At Thu, 26 Feb 2009 10:54:48 -0600,
Nicolas Williams wrote:
> 
> On Thu, Feb 26, 2009 at 07:58:37AM -0800, Bill Sommerfeld wrote:
> > IMHO we need a transition plan which allows websites to deploy with
> > sha-n certs in parallel to sha-1 certs from day 1 (and, if I dare
> > mention it, we need to find some way to do this without making them pay
> > a bunch of nuisance fees to CA operators).
> 
> Indeed.  And not having to pay "nuisance fees to CA operators" falls out
> of not having a real PKI -- no real PKI, no real CAs to pay.
> 
> What we need is something like DIGEST-MD5, but tied into browser apps in
> a different way than DIGEST-MD5 is today (more on this below).  Given
> this we can forego PKI -- just do channel binding to TLS (with or
> without server certs, whether CA-issued or self-signed).
>
> My proposal:
> 
> 1) Add JavaScript interfaces to deal with DIGEST-MD5, successors,
>    GSS-API, ...
> 
>    These could be simple XmlHttpRequest object extensions, where
>    DIGEST-MD5 can already be used, and where HTTP/Nego and successors
>    could be used too.
>
> 2) Tie the above interfaces to the browser UI.
> 
>    Mark pages/windows/tabs with colors/text/sound/whatever appropriate
>    markers as:
> 
>     - plain (nothing is authenticated)
>     - weak server authentication (what we do today with HTTPS)
>     - mutually authenticated (DIGEST-MD5/something else was used through
>       the above mentioned interfaces, with credentials furnished through
>       the trusted path)
> 
>    Add markers for degree of security based on crypto algs used.
> 
>    Make it simple for users to see the authenticated identities.
> 
>    We'll also need a new flavor of cookies.  We have "secure" and "not
>    secure" cookies now; we'll need "issued in mutually authenticated
>    context" -- call them "authenticated cookies."
> 
>    Prompting for DIGEST-MD5/whatever credentials needs to be done
>    securely.
> 
>    As with all UI design matters, it's important to find a way to
>    prevent attackers from emulating the UI with enough fidelity.  (E.g.,
>    don't allow full-screen apps.)
>
> 3) Teach users to look for the new markers.  *This* is the hard part.
>    Education will always be the hard part.
> 
>    (Not that UI design isn't hard -- it is, and it is a requirement to
>    get the UI right if we're to educate users successfully.)

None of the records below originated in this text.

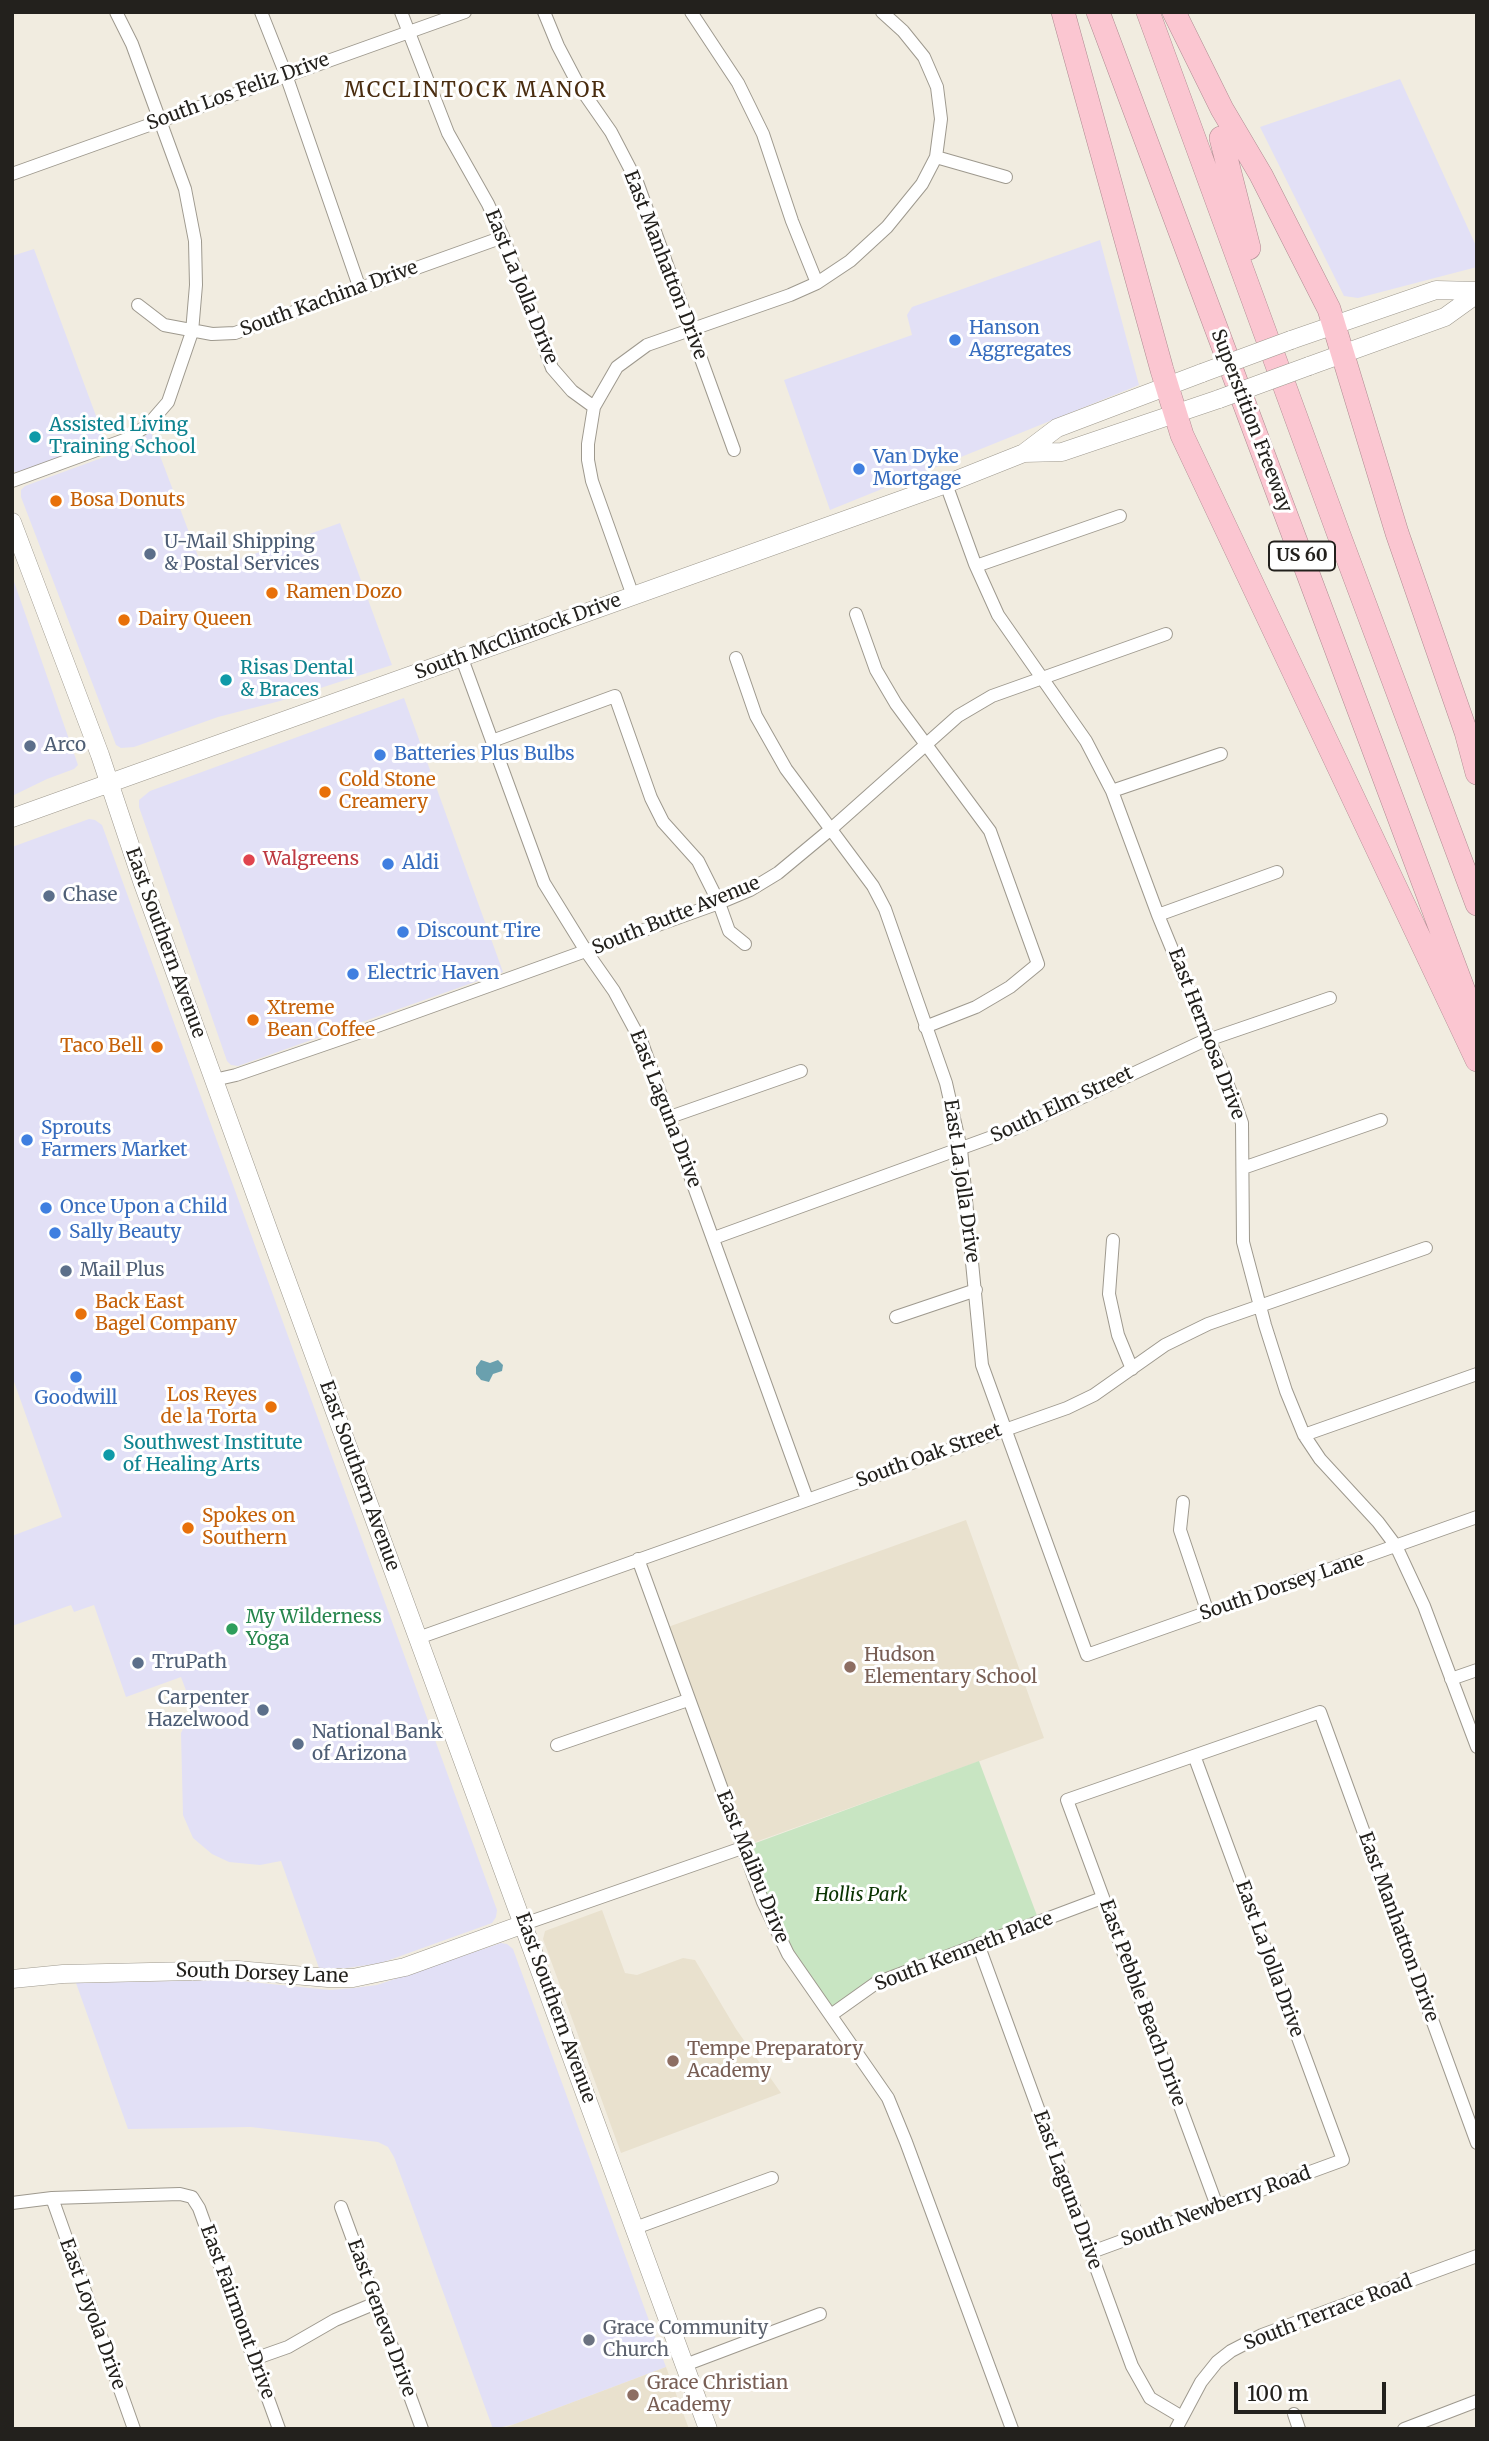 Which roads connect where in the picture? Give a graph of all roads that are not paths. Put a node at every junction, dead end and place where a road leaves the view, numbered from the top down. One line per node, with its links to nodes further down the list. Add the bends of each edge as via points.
1 (116, 12): 18 (street)
2 (261, 12): 16 (street)
3 (401, 12): 14 (street, East La Jolla Drive)
4 (465, 12): 14 (street, South Los Feliz Drive)
5 (544, 12): 29 (street, East Manhatton Drive, via 579,86 611,132 637,182)
6 (691, 12): 24 (street, via 738,83 763,134)
7 (881, 12): 20 (street, via 924,57 937,87 941,119)
8 (1063, 12): 32 (highway)
9 (1089, 12): 17 (highway)
10 (1098, 12): 17 (highway, Superstition Freeway / US 60)
11 (1148, 12): 41 (highway, US 60)
12 (1174, 12): 28 (highway, via 1261,175)
13 (1189, 12): 15 (highway)
14 (408, 32): 16 (street, South Los Feliz Drive); 23 (street, East La Jolla Drive, via 448,133)
15 (1199, 44)
16 (286, 75): 18 (street, South Los Feliz Drive); 25 (street)
17 (1125, 87): 64 (highway, Superstition Freeway / US 60)
18 (160, 120): 21 (street, South Los Feliz Drive); 30 (street, via 185,189 195,241)
19 (1221, 138): 41 (highway, via 1241,222)
20 (936, 157): 22 (street); 24 (street, via 922,184 887,226 850,261)
21 (12, 174)
22 (1006, 177)
23 (503, 237): 25 (street, South Kachina Drive); 33 (street, East La Jolla Drive, via 552,368)
24 (817, 283): 29 (street)
25 (360, 289): 30 (street, South Kachina Drive, via 235,333)
26 (1477, 293): 28 (main road, South McClintock Drive, via 1436,290); 31 (main road, South McClintock Drive, via 1445,317)
27 (138, 304): 30 (street, via 164,325)
28 (1333, 325): 31 (highway); 32 (main road, South McClintock Drive, bridge)
29 (690, 330): 33 (street, via 629,356 617,367); 35 (street, East Manhatton Drive)
30 (192, 332): 37 (street, via 168,402 148,425 127,439)
31 (1342, 354): 34 (main road, South McClintock Drive, bridge); 52 (highway)
32 (1167, 385): 34 (highway); 36 (main road, South McClintock Drive, via 1057,428)
33 (594, 407): 43 (street, via 588,444 592,481)
34 (1176, 414): 36 (main road, South McClintock Drive, via 1062,452); 67 (highway)
35 (734, 450)
36 (1024, 453): 38 (main road, South McClintock Drive)
37 (12, 481)
38 (946, 484): 42 (street, East Hermosa Drive); 43 (main road, South McClintock Drive)
39 (1120, 516): 42 (street)
40 (12, 522): 53 (main road, East Southern Avenue)
41 (1339, 535): 59 (highway, US 60)
42 (976, 566): 48 (street, East Hermosa Drive, via 998,615)
43 (633, 596): 46 (main road, South McClintock Drive)
44 (856, 614): 50 (street, via 876,670)
45 (1166, 634): 48 (street, South Butte Avenue)
46 (461, 656): 49 (street, East Laguna Drive); 53 (main road, South McClintock Drive)
47 (736, 658): 56 (street, East La Jolla Drive, via 755,716 786,769)
48 (1041, 677): 50 (street, South Butte Avenue, via 992,696); 54 (street, East Hermosa Drive, via 1086,741)
49 (492, 741): 58 (street, via 615,696 663,822 698,861); 62 (street, East Laguna Drive, via 544,883)
50 (926, 743): 56 (street, South Butte Avenue); 65 (street, via 990,831 1038,964 976,1007)
51 (1221, 754): 54 (street)
52 (1477, 773)
53 (109, 783): 55 (main road, South McClintock Drive); 69 (main road, East Southern Avenue)
54 (1112, 791): 60 (street, East Hermosa Drive)
55 (12, 818)
56 (831, 829): 58 (street, South Butte Avenue, via 778,873); 65 (street, East La Jolla Drive, via 885,909)
57 (1277, 872): 60 (street)
58 (719, 903): 61 (street, via 729,931); 62 (street, South Butte Avenue)
59 (1477, 904)
60 (1158, 915): 66 (street, East Hermosa Drive)
61 (745, 944)
62 (586, 951): 69 (street, South Butte Avenue); 70 (street, East Laguna Drive, via 642,1042)
63 (1330, 998): 66 (street, South Elm Street)
64 (1477, 1026)
65 (925, 1027): 72 (street, East La Jolla Drive, via 946,1083)
66 (1210, 1038): 72 (street, South Elm Street); 73 (street, East Hermosa Drive, via 1242,1123)
67 (1477, 1060)
68 (801, 1071): 70 (street)
69 (214, 1080): 90 (main road, East Southern Avenue)
70 (670, 1117): 74 (street, East Laguna Drive)
71 (1381, 1120): 73 (street)
72 (961, 1150): 74 (street, South Elm Street); 77 (street, East La Jolla Drive)
73 (1243, 1168): 78 (street, East Hermosa Drive, via 1243,1242)
74 (714, 1238): 84 (street, East Laguna Drive)
75 (1113, 1240): 80 (street, via 1110,1294 1118,1335)
76 (1426, 1248): 78 (street, South Oak Street)
77 (976, 1290): 79 (street); 82 (street, East La Jolla Drive, via 982,1365)
78 (1259, 1306): 80 (street, South Oak Street, via 1183,1336); 83 (street, East Hermosa Drive)
79 (896, 1317)
80 (1132, 1369): 82 (street, South Oak Street, via 1094,1395)
81 (1477, 1374): 83 (street)
82 (1004, 1429): 84 (street, South Oak Street); 91 (street, East La Jolla Drive)
83 (1304, 1434): 87 (street, East Hermosa Drive, via 1320,1459)
84 (807, 1499): 88 (street, South Oak Street)
85 (1183, 1502): 89 (street, via 1180,1530)
86 (1477, 1517): 87 (street, South Dorsey Lane)
87 (1396, 1546): 89 (street, South Dorsey Lane); 93 (street, East Hermosa Drive)
88 (638, 1559): 90 (street, South Oak Street); 94 (street, East Malibu Drive)
89 (1208, 1613): 91 (street, South Dorsey Lane)
90 (418, 1638): 100 (main road, East Southern Avenue)
91 (1087, 1655)
92 (1477, 1670): 93 (street)
93 (1451, 1679): 96 (street, East Hermosa Drive)
94 (688, 1700): 95 (street); 98 (street, East Malibu Drive)
95 (556, 1745)
96 (1477, 1748)
97 (1195, 1758): 99 (street, East Pebble Beach Drive, via 1067,1800); 104 (street, East Manhatton Drive, via 1320,1712); 106 (street, East La Jolla Drive)
98 (742, 1848): 100 (street, South Dorsey Lane); 103 (street, East Malibu Drive, via 788,1954)
99 (1102, 1898): 101 (street, South Kenneth Place); 110 (street, East Pebble Beach Drive)
100 (524, 1924): 102 (main road, South Dorsey Lane, via 404,1967 353,1978 237,1970); 112 (main road, East Southern Avenue)
101 (978, 1944): 103 (street, South Kenneth Place, via 876,1983); 113 (street, East Laguna Drive)
102 (12, 1979)
103 (831, 2015): 127 (street, East Malibu Drive, via 888,2098)
104 (1472, 2113): 105 (street, East Manhatton Drive)
105 (1477, 2143)
106 (1343, 2160): 110 (street, South Newberry Road)
107 (772, 2178): 112 (street)
108 (52, 2198): 109 (street); 117 (street, East Fairmont Drive, via 180,2193 192,2197); 123 (street, East Loyola Drive)
109 (12, 2203)
110 (1217, 2206): 113 (street, South Newberry Road)
111 (341, 2207): 115 (street, East Geneva Drive)
112 (635, 2228): 118 (main road, East Southern Avenue)
113 (1089, 2253): 121 (street, East Laguna Drive, via 1140,2382 1150,2398)
114 (1477, 2256): 121 (street, South Terrace Road, via 1262,2335 1231,2351 1201,2382)
115 (376, 2303): 117 (street); 125 (street, East Geneva Drive)
116 (820, 2314): 118 (street)
117 (254, 2360): 124 (street, East Fairmont Drive)
118 (685, 2365): 126 (main road, East Southern Avenue)
119 (1477, 2401): 122 (street)
120 (1294, 2414): 129 (street)
121 (1182, 2417): 128 (street, South Terrace Road)
122 (1438, 2423): 130 (street)
123 (134, 2429)
124 (279, 2429)
125 (422, 2429)
126 (708, 2429)
127 (1012, 2429)
128 (1176, 2429)
129 (1299, 2429)
130 (1404, 2429)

I don't want to get into an extensive argument about this on SAAG,
but I don't think this direction is particularly promising, for
reasons I've indicated before: namely that you're handwaving
the difficult part of the problem, UI, which we have no real 
idea how to solve. Sure, if we solved that, there are any
number of things we could do, but absent that, the other things
are fairly useless.


> 4) Federation/whatever fits into (2).  We already have lots of
>    federation choices.  The propblem is how federation fits in
>    generally.
> 
> Given (1), (2) and (3) the transition to SHA-n looks a lot simpler: it's
> completely piecemeal, there's no CAs to shame into getting SHA-n support
> because PKI gets cut out of the picture (even if server certs are still
> used, they no longer matter for security).  TLS would still be used, so
> getting TLS implementations updated to 1.2 so that SHA-n would be a
> requirement.  As would be a successor to DIGEST-MD5.

I think you're rather overselling here: this only works well for
account-based systems. There are plenty of cases where I need to
connect to someone where I only know their name but I don't yet have
an account (e.g., https://www.amazon.com). The mechanism that you
provide doesn't work at all in this case. Rather, you need some
third-party verifiable mechanism. I suppose one could argue that certs
aren't a good such mechanism, but they're the one that TLS supports
and I suspect any replacement would smell a lot like certs.